The use of a nomogram derived from prostate-specific membrane antigen (PSMA) PET/CT findings successfully predicted long-term outcomes in patients with high-risk and very high-risk prostate cancer, according to a multicenter study published in JAMA Network Open.
The nomogram was used to estimate the probability of any nonlocalized PSMA-based upstaging and used four variables — initial prostate-specific antigen level, biopsy Gleason grade group, percentage positive cores, and clinical T category — to predict outcomes in 5275 patients from 15 tertiary centers in various countries. The outcomes included distant metastasis, prostate cancer-specific mortality, and overall survival.
The accuracy of the nomogram for correctly identifying nonlocalized disease on PSMA PET/CT imaging was area under the curve (AUC) 0.75 (95% CI, 0.67 – 0.83).
Michael Xiang, MD, PhD, lead author and assistant clinical professor in the Department of Radiation Oncology at the David Geffen School of Medicine, University of California at Los Angeles, noted that the nomogram provides indirect evidence of the power of PSMA PET/CT imaging.
“PSMA PET/CT imaging technology has been revolutionary for the initial workup and staging and even management decisions of prostate cancer,” said Xiang in an interview with Medscape Medical News. “We don’t yet have long-term data on how initial PSMA PET/CT findings may influence or prognosticate downstream clinical outcomes such as the emergence of distant metastases, death from prostate cancer, or overall survival, which are the most important endpoints.”
As it will be several more years before long-term PSMA PET/CT data become available, Xiang sought to use a UCLA-developed nomogram or risk calculator to assess the prognostic validity of PSMA PET/CT data. “No patients in the present study had PSMA PET/CT imaging,” said Xiang. “Everything was predicted using the nomogram as a proxy for the predictive result if they were to get PSMA PET/CT (imaging). It was more of an indirect assessment.”

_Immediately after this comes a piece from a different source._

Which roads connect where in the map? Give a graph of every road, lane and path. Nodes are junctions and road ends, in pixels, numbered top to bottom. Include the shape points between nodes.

The nomogram differs from other risk-stratification tools because it is confined to use in high-risk and very high-risk patients rather than in all-comers, noted Xiang. The nomogram was compared with the Cancer of the Prostate Risk Assessment (CAPRA) groups, the Staging Collaboration for Cancer of the Prostate (STAR-CAP) stage groups, and the Memorial Sloan Kettering Cancer Center (MSKCC) pre-prostatectomy nomogram for 5-year risk of disease progression.

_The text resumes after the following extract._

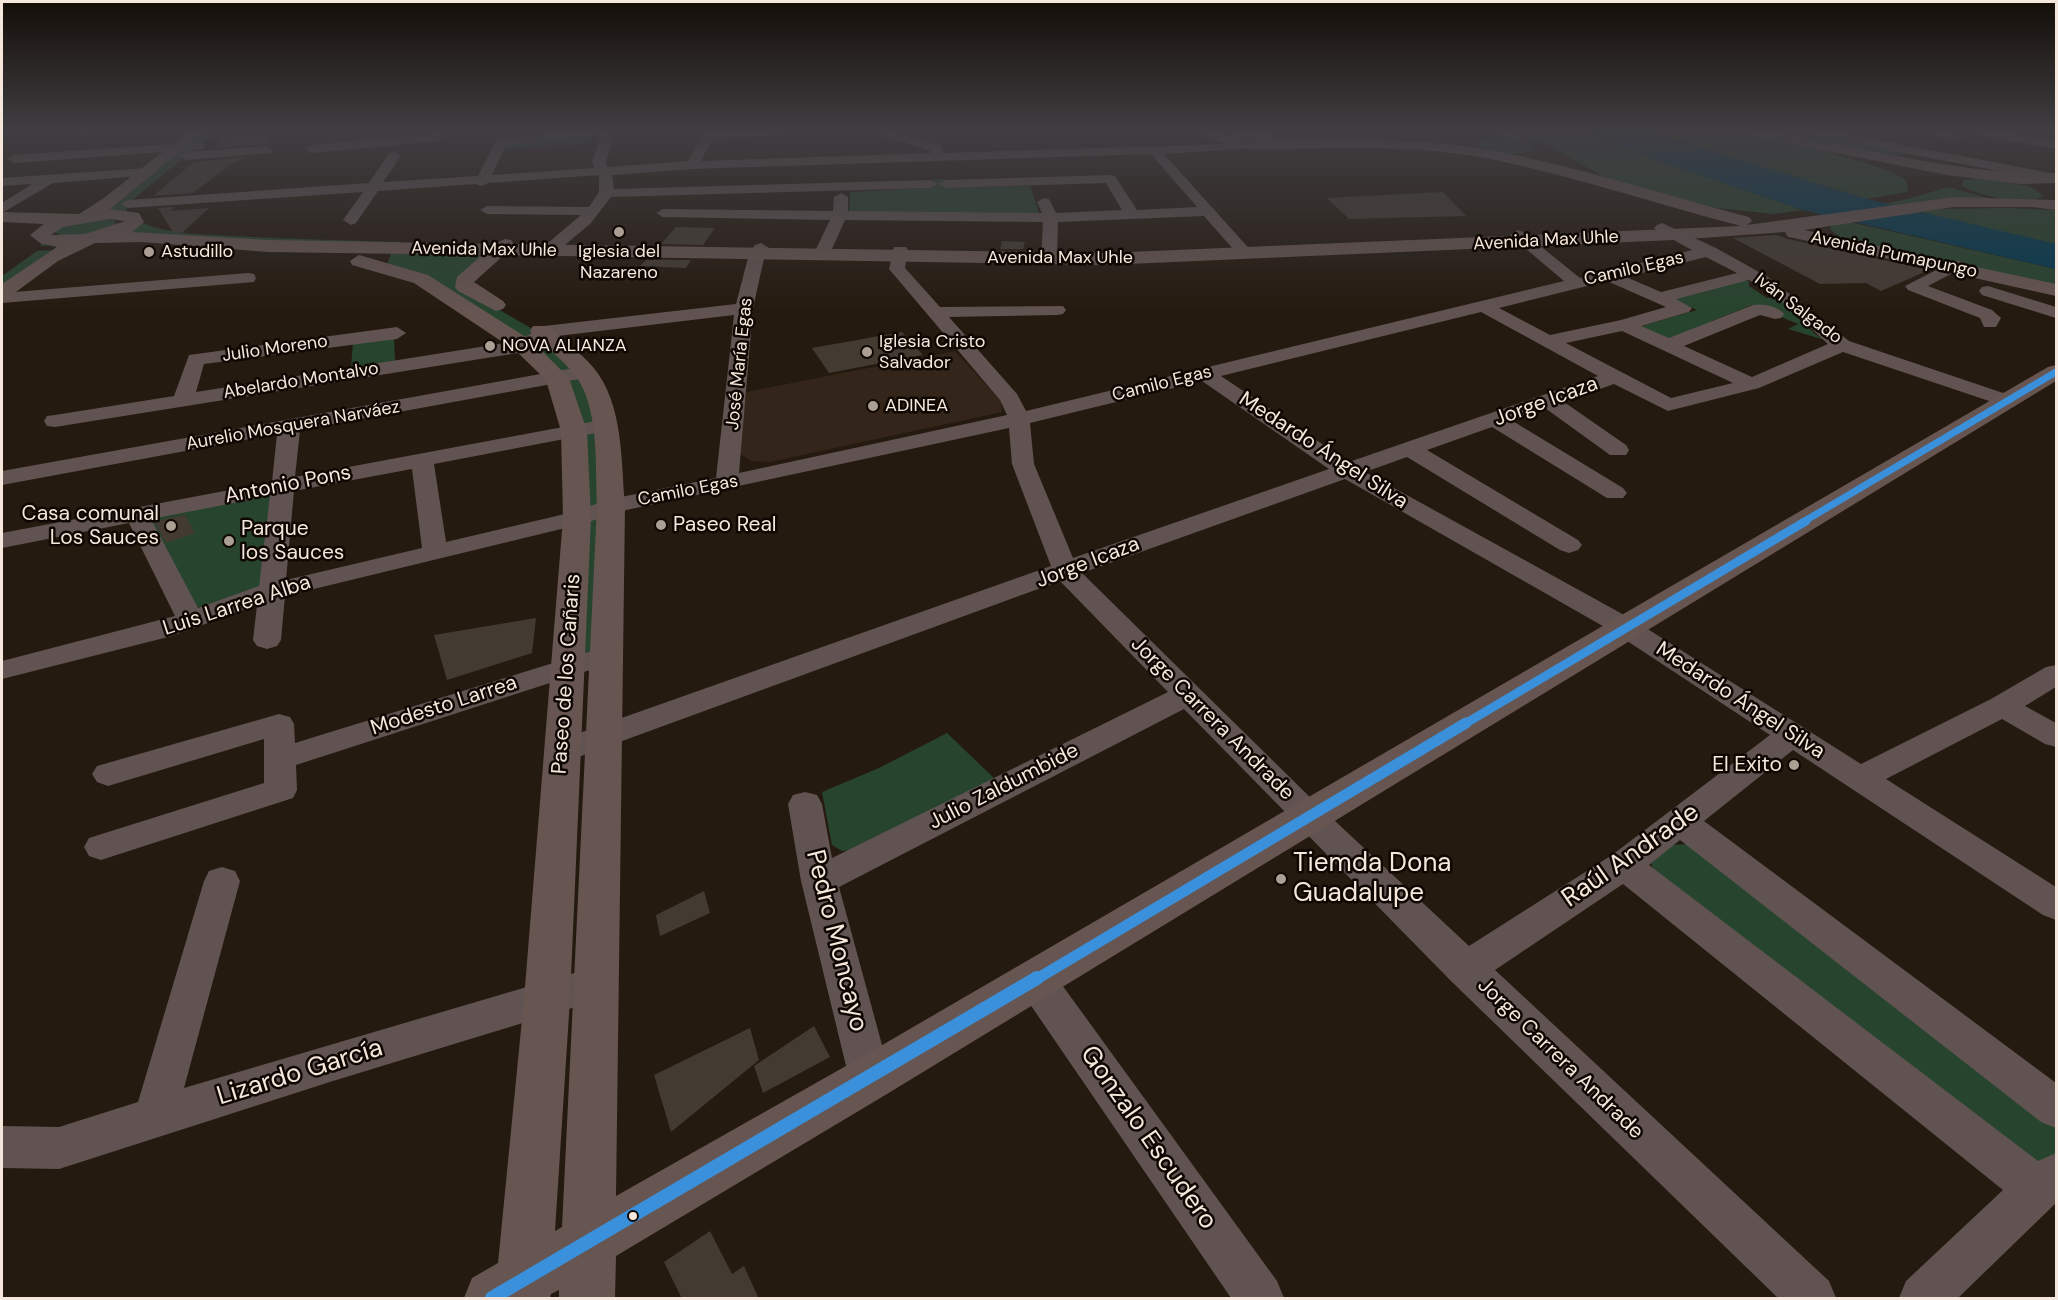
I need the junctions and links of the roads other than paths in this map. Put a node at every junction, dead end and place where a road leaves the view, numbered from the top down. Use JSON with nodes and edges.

“This proxy for PSMA PET/CT (imaging) is very, very prognostic and outperforms existing risk stratification and prognostic tools for prostate cancer,” said Xiang, who noted one exception: performance of the nomogram was similar to STAR-CAP in predicting prostate cancer-specific mortality.
Xiang acknowledged a major limitation of the study: investigators used a proxy rather than actual results of PSMA PET/CT imaging. Another limitation is that the study was conducted retrospectively.

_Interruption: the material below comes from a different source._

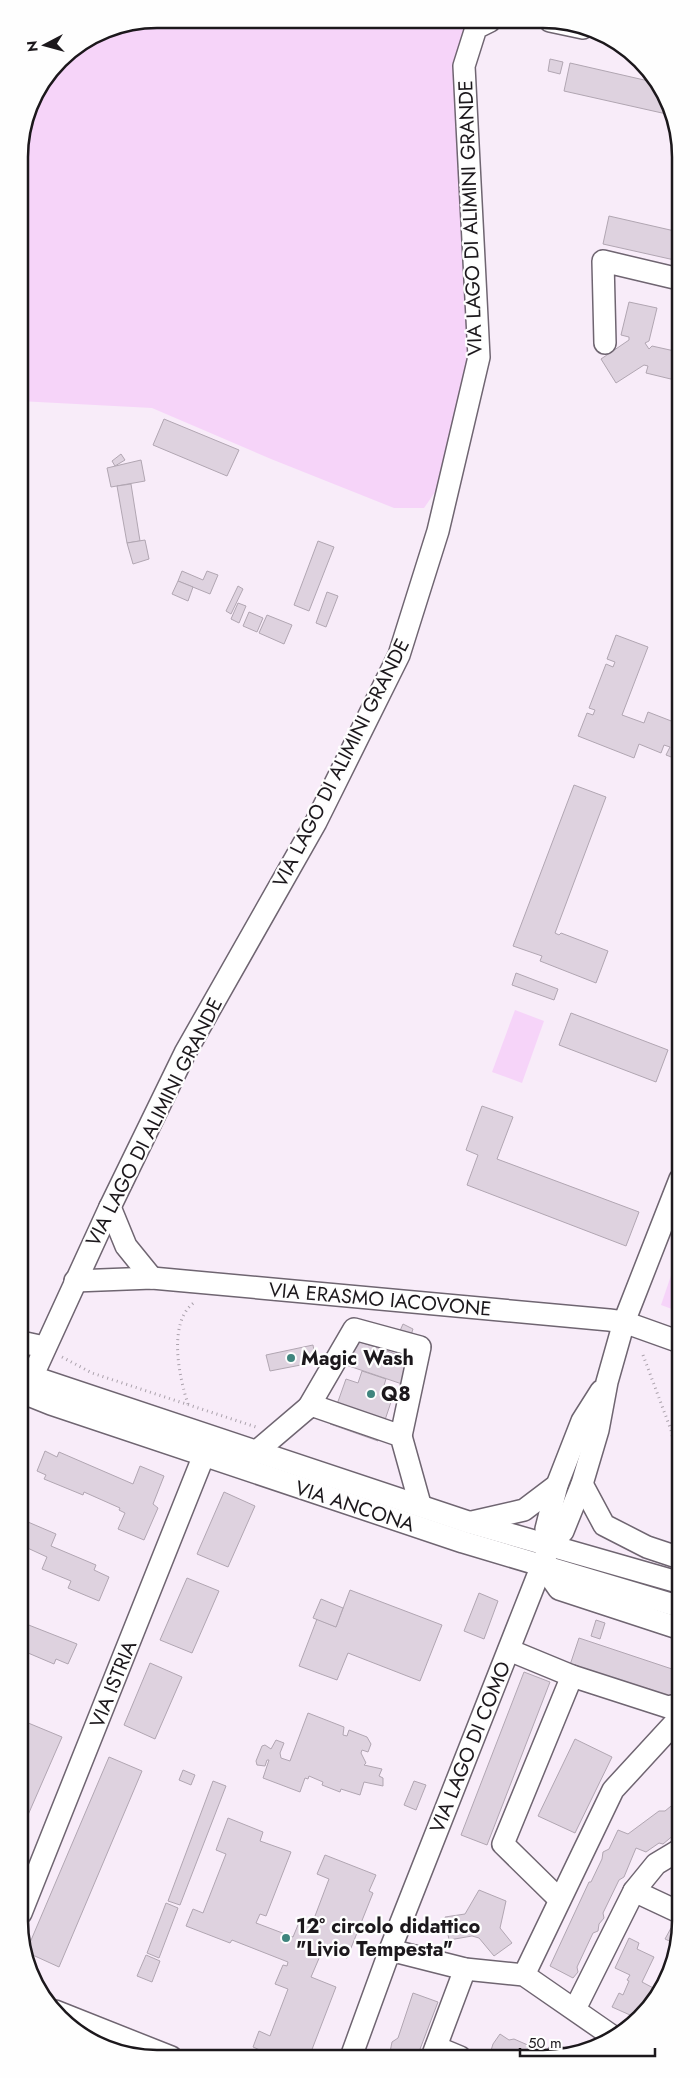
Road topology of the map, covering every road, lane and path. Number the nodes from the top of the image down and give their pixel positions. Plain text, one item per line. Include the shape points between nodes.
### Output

In the future, additional factors such as molecular and genomic data may be used to help predict risk of outcomes in high-risk and very high-risk patients, according to Xiang.
“We would love to incorporate more information such as genomic data and molecular tests,” said Xiang. “The combination of our nomogram with genomic data would be even more powerful.”
Xiang noted that future directions may involve using the nomogram to help personalize management of patients with high-risk and very high-risk prostate cancer.
“The vision ultimately is that with better prognostic information and risk stratification, we can offer more tailored therapies to patients based on their level of risk,” said Xiang. “We can translate these prediction tools into actionable items in the clinic.”
Thomas Hope, MD, associate professor in residence, Department of Radiology and Biomedical Imaging, School of Medicine, University of California at San Francisco, noted that Xiang’s study demonstrates the utility of this particular nomogram as well as reinforces the use of PSMA PET/CT imaging.
“This work demonstrates the important prognostic value of PSMA PET/CT and really supports the utilization of PSMA PET/CT in high-risk and very high-risk patients and how [the nomogram] has more value than existing nomograms,” said Hope in an interview with Medscape Medical News. He was not involved with the study.
Hope noted that the use of the nomogram could potentially offer benefit in countries where PSMA PET/CT imaging is not readily available.
Xiang and Hope have reported no relevant disclosures.